吟遊詩人はそう云って頭を下げた。無理もない。太平の御代が続いて七百年余り、如何な吟遊詩人とは云え魔物に遭遇をするのは生まれて初めてのことだろう。そう思って私が気にしないでくれと云うと吟遊詩人は安堵した様子を隠さず再び頭を下げた。私は話を続けた。
「それで、私に相談というのは」
「伝説の鎧を取り返して欲しいのです。私一人では到底、魔物に適うものではありません。そこで皆様のお力をお借りしたいと、鎧を奪われてしまった恥を忍んでやって参りました。もちろん、無事に取り返した暁には、鎧は皆様にお渡しいたします」
否も応もない。伝説の鎧を手に入れる手段は他に残されていない。私は吟遊詩人に応諾の意思を示した。吟遊詩人は一瞬だけ笑顔を浮かべてからすぐに両手で顔を覆った。泣いているのかも知れない。
今すぐにでも魔物のもとに向かおうと云うと、吟遊詩人は待ってくださいと押しとどめ、そこへ向かうのは夜半になってからにして欲しいという。聞けば、その魔物は大変に手強いのだが、一つ大きな弱点があってそれは夜目が利かないのだという。その為に、日が暮れてからは戦闘力が次第に下がっていき、夜半ともなる頃には昼間の半分程度にまで弱くなってしまうのだという。
しかしそれでは夜半まで魔物を放置することになり危険なのではないかと私が問うと、吟遊詩人は心配には及ばぬという。なんでもこの魔物は人に危害を与えることよりも、金目のものを集めることに執心しているらしい。事によると取り憑いた人間が普段とっている行動が反映されるのかも知れません、と吟遊詩人は自信たっぷりに云う。

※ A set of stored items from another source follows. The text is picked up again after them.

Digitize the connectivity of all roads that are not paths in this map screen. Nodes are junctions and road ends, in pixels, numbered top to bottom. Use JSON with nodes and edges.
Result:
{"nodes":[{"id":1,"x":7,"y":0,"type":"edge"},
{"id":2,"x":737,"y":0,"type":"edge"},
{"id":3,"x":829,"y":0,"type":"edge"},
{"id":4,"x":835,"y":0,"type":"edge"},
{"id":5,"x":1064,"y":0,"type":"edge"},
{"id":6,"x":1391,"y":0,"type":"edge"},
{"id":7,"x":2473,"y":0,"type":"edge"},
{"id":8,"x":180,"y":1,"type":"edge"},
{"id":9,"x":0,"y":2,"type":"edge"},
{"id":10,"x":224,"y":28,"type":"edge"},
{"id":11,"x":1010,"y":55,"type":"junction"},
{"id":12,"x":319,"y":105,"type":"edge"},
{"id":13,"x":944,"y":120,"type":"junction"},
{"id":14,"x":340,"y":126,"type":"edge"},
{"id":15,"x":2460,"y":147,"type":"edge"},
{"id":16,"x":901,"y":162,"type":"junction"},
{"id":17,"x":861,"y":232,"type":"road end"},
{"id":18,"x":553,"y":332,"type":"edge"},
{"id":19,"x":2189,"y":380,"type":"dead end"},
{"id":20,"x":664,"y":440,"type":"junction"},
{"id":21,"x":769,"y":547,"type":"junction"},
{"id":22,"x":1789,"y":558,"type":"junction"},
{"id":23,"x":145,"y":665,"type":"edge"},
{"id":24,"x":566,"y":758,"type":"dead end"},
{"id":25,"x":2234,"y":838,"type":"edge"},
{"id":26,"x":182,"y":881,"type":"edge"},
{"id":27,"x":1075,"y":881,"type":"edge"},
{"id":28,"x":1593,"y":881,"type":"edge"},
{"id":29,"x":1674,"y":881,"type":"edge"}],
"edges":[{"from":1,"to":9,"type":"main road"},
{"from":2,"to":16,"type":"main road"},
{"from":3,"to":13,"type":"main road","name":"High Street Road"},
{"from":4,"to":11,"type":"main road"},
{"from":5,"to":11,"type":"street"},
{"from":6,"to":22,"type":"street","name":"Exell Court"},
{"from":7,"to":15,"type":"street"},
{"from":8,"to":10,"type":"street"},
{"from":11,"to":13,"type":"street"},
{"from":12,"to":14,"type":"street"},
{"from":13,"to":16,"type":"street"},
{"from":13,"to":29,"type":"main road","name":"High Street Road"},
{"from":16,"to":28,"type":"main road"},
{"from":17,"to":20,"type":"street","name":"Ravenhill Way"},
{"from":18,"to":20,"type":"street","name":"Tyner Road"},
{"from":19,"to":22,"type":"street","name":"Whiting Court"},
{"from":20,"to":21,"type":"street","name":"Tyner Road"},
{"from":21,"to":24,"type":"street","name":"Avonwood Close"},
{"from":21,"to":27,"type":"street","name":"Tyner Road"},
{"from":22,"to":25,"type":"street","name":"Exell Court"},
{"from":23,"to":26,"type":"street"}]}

そう云えば魔物が取り憑いたのは村で一番の金満家と聞いた。あり得ぬ話ではない。加えて吟遊詩人の説明ぶりには真に迫ってくるものがあり嘘をついているとは到底思えない。それに私を謀る理由もない。見れば、最前その住まいを訪問したときに見られた吟遊詩人の鬱屈、いまやそれは完全に失われ、かわりに真っ直ぐに前を向いている人間の溌剌が伺える。
やはりここに嘘はない。最前の鬱屈は伝説の鎧を盗まれた消沈によるものだったのだろう。私は吟遊詩人に「わかりました。夜半まで待ちます」と告げた。吟遊詩人はありがとうございますと礼を云ってから、頃合いになったらここへ迎えに来るという。金満家の屋敷なら既に知っているからそれには及ばないと云うと、吟遊詩人は快活な笑顔と共に、頼み事だけをしてそれに随行しないわけには行きませんから、と云った。